Local H: Whatever Happened to P.J. Soles?

Local H
Whatever Happened to P.J. Soles?
Studio E.

So what did happen to P.J. Soles?

Unless you happen to be a member of what writer Robert Lanham calls the Waitstaff and Service Hipster set (and you know who you are), you likely have no idea. Soles is the “actress” who “starred” as Riff Randall in the Ramones’ Rock ‘n’ Roll High School, Pvt. Wanda Winter in Private Benjamin, Stella in Stripes, and, more recently, Mrs. Purr in 1999’s Jawbreaker. And, of course, no one can forget her role as Ellen Whitby in episode 4.14 of the criminally under-appreciated television “drama” Knight Rider.

Now 54, Pamela Jayne Soles’s most recent work, aside from 2004’s The Mirror Mirror Collection, can be found inside the CD for Chicago rockers Local H. In one of the most elaborate ploys ever to meet a pre-teen crush, guitarist/singer Scott Lucas penned the song “P.J. Soles” and convinced the actress to pose for the CD art. “She was Riff Randall!” he recently gushed to band apologist/cheerleader and Chicago Sun-Times pop music critic Jim DeRogatis. Borderline stalker talk, but amusing nonetheless.

The song itself is what is to be expected from such talk: an immature, moody but somewhat sweet ode (“They’ll never know you like I do”). And it’s also the most interesting thing on the record.
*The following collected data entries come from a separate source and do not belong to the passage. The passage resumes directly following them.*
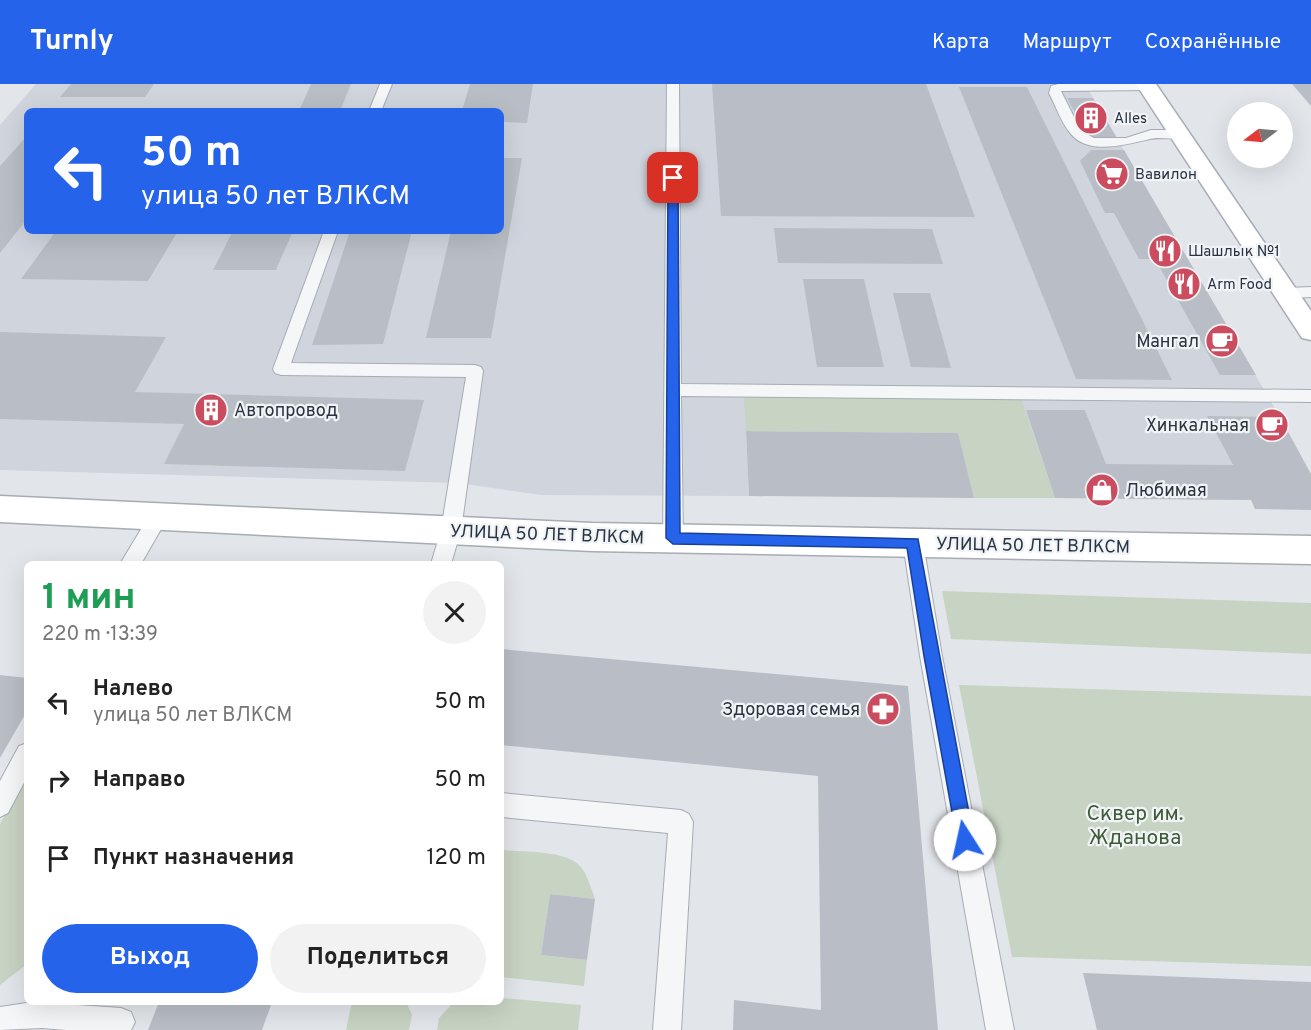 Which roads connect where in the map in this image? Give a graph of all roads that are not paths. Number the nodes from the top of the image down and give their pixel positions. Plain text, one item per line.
1 (386, 84) edge
2 (673, 84) edge
3 (1147, 85) edge
4 (376, 108) edge
5 (1179, 134) junction
6 (330, 234) edge
7 (1286, 292) junction
8 (1311, 292) edge
9 (1311, 331) edge
10 (673, 390) junction
11 (1311, 396) edge
12 (0, 509) edge
13 (159, 516) junction
14 (451, 530) junction
15 (673, 538) junction
16 (913, 543) junction
17 (1311, 550) edge
18 (132, 561) edge
19 (442, 561) edge
20 (24, 760) edge
21 (0, 805) edge
22 (504, 805) edge
23 (0, 1021) edge
24 (120, 1022) dead end
25 (667, 1030) edge
26 (1000, 1030) edge

1 - 4 lane
2 - 10 lane
3 - 5 street
3 - 5 lane
5 - 7 street
6 - 14 lane
7 - 8 lane
7 - 9 street
10 - 11 lane
10 - 15 lane
12 - 13 street, УЛИЦА 50 ЛЕТ ВЛКСМ
13 - 14 street, УЛИЦА 50 ЛЕТ ВЛКСМ
13 - 18 lane
14 - 15 street, УЛИЦА 50 ЛЕТ ВЛКСМ
14 - 19 lane
15 - 16 street, УЛИЦА 50 ЛЕТ ВЛКСМ
16 - 17 street, УЛИЦА 50 ЛЕТ ВЛКСМ
16 - 26 lane
20 - 21 lane
22 - 25 lane
23 - 24 lane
Like the aging cult figure the title of the record evokes, Local H has increasingly become a novelty act. And there’s nothing DeRogatis or any other fan of the band in its heyday can say to justify their decline. They may have rightfully left their post-grunge angst behind, but becoming a cheap knock off of Cheap Trick or a slightly more literate version of the plethora of pop punk poseurs on the market ain’t exactly something to hang your hat on.
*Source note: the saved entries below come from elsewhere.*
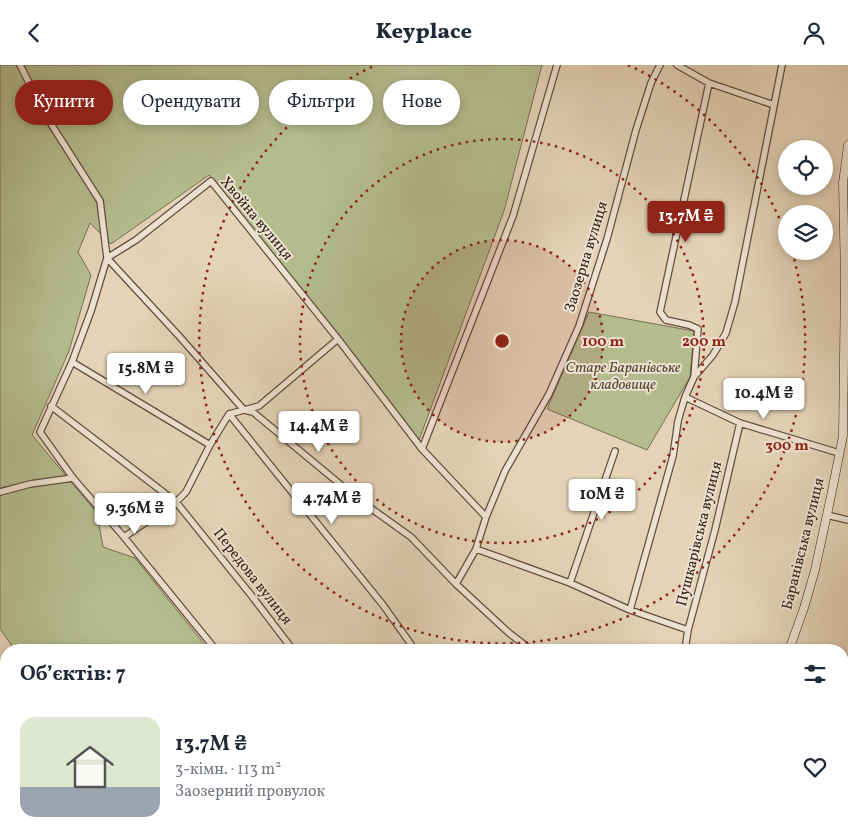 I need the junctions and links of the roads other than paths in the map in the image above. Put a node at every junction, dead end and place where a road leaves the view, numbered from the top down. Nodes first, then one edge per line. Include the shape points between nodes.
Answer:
1 (20, 65) edge
2 (557, 65) edge
3 (660, 65) edge
4 (677, 65) edge
5 (782, 65) edge
6 (709, 83) junction
7 (774, 105) junction
8 (848, 145) edge
9 (846, 232) edge
10 (107, 258) junction
11 (338, 339) junction
12 (72, 362) junction
13 (694, 377) junction
14 (685, 397) junction
15 (51, 406) junction
16 (244, 410) junction
17 (229, 414) junction
18 (740, 423) junction
19 (846, 437) edge
20 (210, 445) junction
21 (422, 449) junction
22 (615, 451) dead end
23 (839, 453) junction
24 (72, 478) junction
25 (0, 492) edge
26 (176, 502) junction
27 (827, 515) junction
28 (486, 517) junction
29 (848, 520) edge
30 (124, 537) junction
31 (476, 549) junction
32 (570, 583) junction
33 (456, 584) junction
34 (630, 610) junction
35 (688, 630) junction
36 (211, 644) edge
37 (288, 644) edge
38 (411, 644) edge
39 (524, 644) edge
40 (686, 644) edge
41 (791, 644) edge

1 - 10 street via 46,116 100,201
2 - 21 street via 513,215
3 - 28 street, Заозерна вулиця via 636,130 580,326 549,394 505,471
4 - 6 street
5 - 7 street
6 - 7 street
6 - 13 street via 660,312 666,320 698,329
7 - 13 street via 726,333
8 - 9 main road, Баранівська вулиця via 844,183
9 - 19 main road, Баранівська вулиця
10 - 11 street, Хвойна вулиця via 136,240 211,181
10 - 12 street
10 - 16 street
11 - 16 street via 259,406
11 - 21 street, Хвойна вулиця
12 - 15 street
12 - 20 street
13 - 14 street
14 - 18 street
14 - 34 street via 673,456
15 - 24 street via 40,432
15 - 26 street, Передова вулиця
16 - 17 street
16 - 33 street via 253,412 358,499 411,537
17 - 20 street
17 - 38 street
18 - 23 street
18 - 35 street, Пушкарівська вулиця
19 - 23 main road, Баранівська вулиця
20 - 26 street via 186,492
21 - 28 street, Хвойна вулиця
22 - 32 street
23 - 27 main road, Баранівська вулиця
24 - 25 street
24 - 30 street
26 - 30 street
26 - 37 street, Передова вулиця
27 - 29 street
27 - 41 main road, Баранівська вулиця via 815,570
28 - 31 street, Заозерна вулиця
30 - 36 street
31 - 32 street
31 - 33 street, Заозерна вулиця
32 - 34 street
33 - 39 street
34 - 35 street
35 - 40 street, Пушкарівська вулиця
The first full track on the album, “Everyone Alive”, is catchy, guitar-crunching fun and sounds a lot like a more produced version of the Lucas/Brian St. Clair (drums) duo in their prime. It kicks ass and could even find its way onto the radio airwaves, an elusive thing since the mid-’90s for a band that was doing the “White Stripes thing” well before Jack and Meg. It’s all downhill from there.

“California Songs” is juvenile in all the wrong ways. Lucas’s whining about California bands and their songs about Los Angeles grows tiresome in a hurry. “We know you love L.A. / There’s nothing left to say / Please no more California songs”, Lucas blubbers, before outdoing that sophomoric rant with the aside, “… And fuck New York, too”. How goddamn profound! Or is this what Alanis Morrissette would call “ironic”. Dunno. However, the Decemberists’ “Los Angeles, I’m Yours” was one of this listener’s favorite songs of 2003, so “California Songs” aren’t necessarily inherently insipid. Weaselly numbers littered with puerile indignations and utterly predictable guitar work really is never much fun. In fact, for all the distancing the band did from the grunge sound in the early ’90s, this is the song that has the most direct ties to that Northwest sound. It’s Everclear funneled through a Courtney Love-worthy pitty fest set to music. It’s boring and unimaginative and worlds away from the charm of a song like “P.J. Soles”. How this band is responsible for two songs on such remarkably different ends of the taste spectrum is beyond comprehension.

The next track, “Dick Jones”, has a psychedelic feel to it and is the strongest track on the record. It’s a bit Pink Floyd, a bit classic rock, but with enough of Lucas’s signature guitar sound to kick it up a notch. “Money on the Dresser” is too Soundgarden for its own good. (See how that whole grunge thing really is inescapable?) “How’s the Weather Down There?” Well, it’s partly Replacements but mostly Goo Goo Dolls. The instrumental “Buffalo Trace” is a stoner rock romp, the song that’s most similar to 2002’s Here Comes the Zoo — which included a guest spot from Queens of the Stone Age’s Josh Homme. “Heaven on the Way Down” continues with the stoner rock riffs but is a throwback of sorts to the fat, alt rock sound of Superchunk and the like.

“Hey Rita”, despite its Cookie Monster vocals, is an interesting romp. The guitar/drum rave up a few minutes into the track is the most inspired the band sounds on this otherwise lethargic and predictable record. The sad thing (given Local H’s impressive back catalogue) is that this record may actually be the one that gets the band noticed by the ubiquitous “mainstream”. Both “Everyone Alive” and “California Songs” would be considered made for radio in any other band’s hands. And they may very well be. “Everyone Alive” is the type of anthem you expect to find on prime time teen television — just the kind of song, like Phantom Planet’s “California”, that the band claims to detest. Local H on The O.C.? Now wouldn’t that be ironic?